● **WHAT YOU ARE ASKED TO DO**
When you repeat the entries, reproduce each line exactly and omit every picture.

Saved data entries
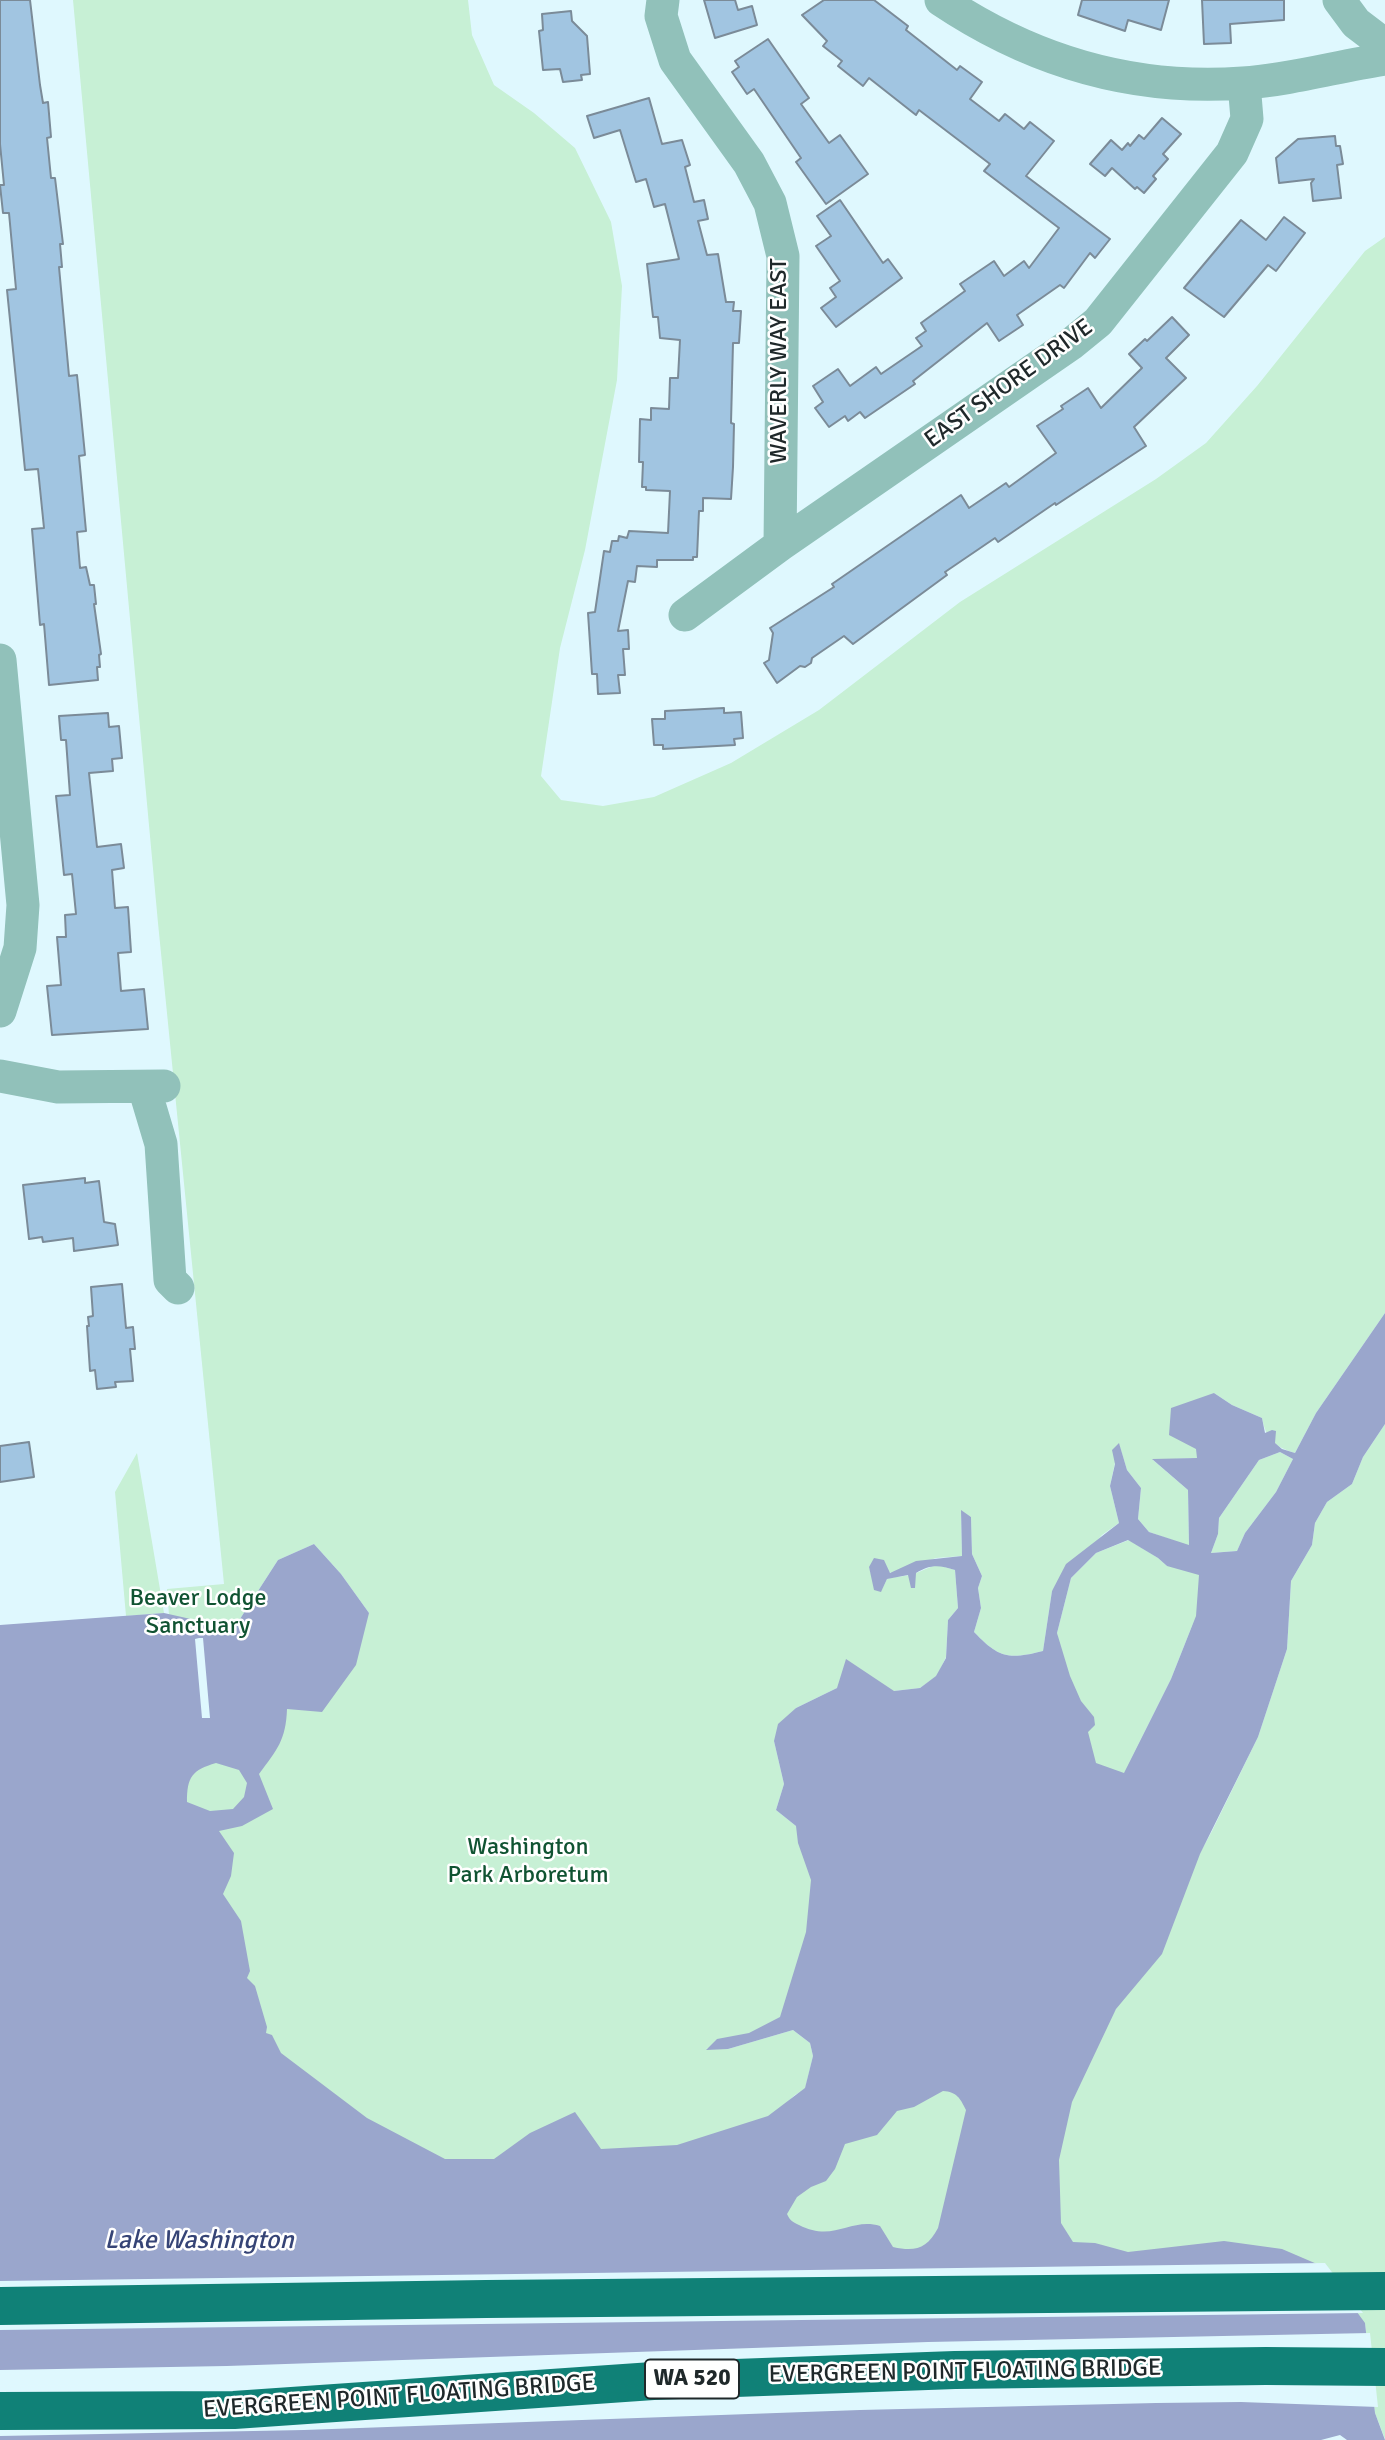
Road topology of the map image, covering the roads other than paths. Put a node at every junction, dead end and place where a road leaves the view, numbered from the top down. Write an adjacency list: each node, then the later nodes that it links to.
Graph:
1 (663, 0): 7 (street, WAVERLY WAY EAST)
2 (941, 0): 6 (street)
3 (1339, 0): 4 (street)
4 (1385, 45)
5 (1385, 58): 6 (street)
6 (1244, 83): 7 (street, EAST SHORE DRIVE)
7 (780, 545): 8 (street, EAST SHORE DRIVE)
8 (685, 615)
9 (0, 660): 10 (street)
10 (6, 781): 11 (street)
11 (0, 1011)
12 (0, 1076): 13 (street)
13 (178, 1288)
14 (1385, 2291): 15 (highway)
15 (0, 2306)
16 (1385, 2367): 17 (highway, EVERGREEN POINT FLOATING BRIDGE / WA 520)
17 (0, 2411)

● **REPLY**
Road topology of the map image, covering the roads other than paths. Put a node at every junction, dead end and place where a road leaves the view, numbered from the top down. Write an adjacency list: each node, then the later nodes that it links to.
Graph:
1 (663, 0): 7 (street, WAVERLY WAY EAST)
2 (941, 0): 6 (street)
3 (1339, 0): 4 (street)
4 (1385, 45)
5 (1385, 58): 6 (street)
6 (1244, 83): 7 (street, EAST SHORE DRIVE)
7 (780, 545): 8 (street, EAST SHORE DRIVE)
8 (685, 615)
9 (0, 660): 10 (street)
10 (6, 781): 11 (street)
11 (0, 1011)
12 (0, 1076): 13 (street)
13 (178, 1288)
14 (1385, 2291): 15 (highway)
15 (0, 2306)
16 (1385, 2367): 17 (highway, EVERGREEN POINT FLOATING BRIDGE / WA 520)
17 (0, 2411)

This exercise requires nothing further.